DAZIBAO VI: Trotzkis Schrank
Die linke Szene in Wien ist eine kuschelige Ecke.
Man kennt sich untereinander, grüßt sich, tauscht Neuigkeiten aus.
Manche Nachbarn sind nicht zum Aushalten. Da in Österreich Subkulturen, egal welcher Art, in Nischen meist unterhalb der Wahrnehmung verschwinden, existiert die Linke auch als Mikrokosmos in so einer. In dieser Subkultur gibt es eine Ecke, die den Namen Amerlinghaus trägt.
Ein alternatives Kulturzentrum, das von Außen als wie ein Biedermeierhaus verkleidet wirkt. Weil es möglicherweise auch eines ist.
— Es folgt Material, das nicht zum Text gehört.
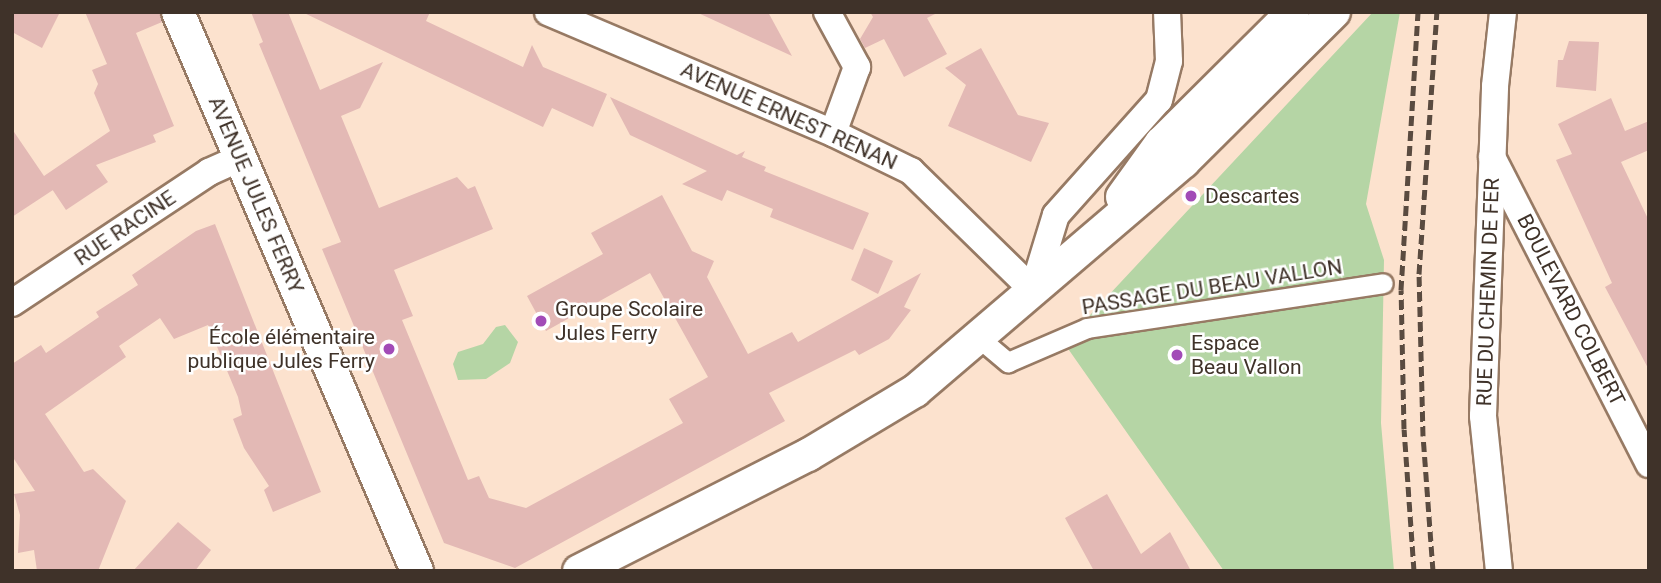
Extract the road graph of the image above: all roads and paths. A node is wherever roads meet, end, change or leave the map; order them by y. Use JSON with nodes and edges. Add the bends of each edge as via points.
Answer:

Vereine nutzen es als Ankerplatz. Wie das Flüchtlingsprojekt Ute Bock, dann auch noch ein sehr sehr alternativer Seniorenverein, diverse Kulturorganisationen. Solche Zentren sind wichtig für das Überleben mancher solcher Organisationen. Weil sie im „normalen“ Mainstream nicht überleben könnten. Was auch bedeutet, das auch direkt politische Gruppen ihre Treffs in solchen Zentren abhalten.
Die Schrank-Saga.
Ein Freund erzählte mir folgende Geschichte. Ab hier hört auch der betonharte Boden journalistischer Faktentreue auf, denn diese Geschichte ist einfach nur eine Geschichte. Ob Sie der Wahrheit entspricht, weiß ich nicht. Aber sie birgt ein Gleichnis in sich.
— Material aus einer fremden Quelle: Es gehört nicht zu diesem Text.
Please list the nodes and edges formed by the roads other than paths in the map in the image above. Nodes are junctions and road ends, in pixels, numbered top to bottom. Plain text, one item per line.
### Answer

Mein Freund erzählte mir über einige trotzkistische Organisationen, die sich im Amerlinghaus einen Schrank teilen würden. Utensilien wie Fahnen, Flyer und dergleichen wurden in ihm verstaut.
Jede Gruppe hatte ein Fach. Und jede Organisation war selbstständig.
Obwohl Sie alle Trotzkisten waren. Jede Broschüren von Trotzki verschickten, Diskussionsrunden über Trotzki abhielten. Oder sich einfach nur auf Trotzki stützten.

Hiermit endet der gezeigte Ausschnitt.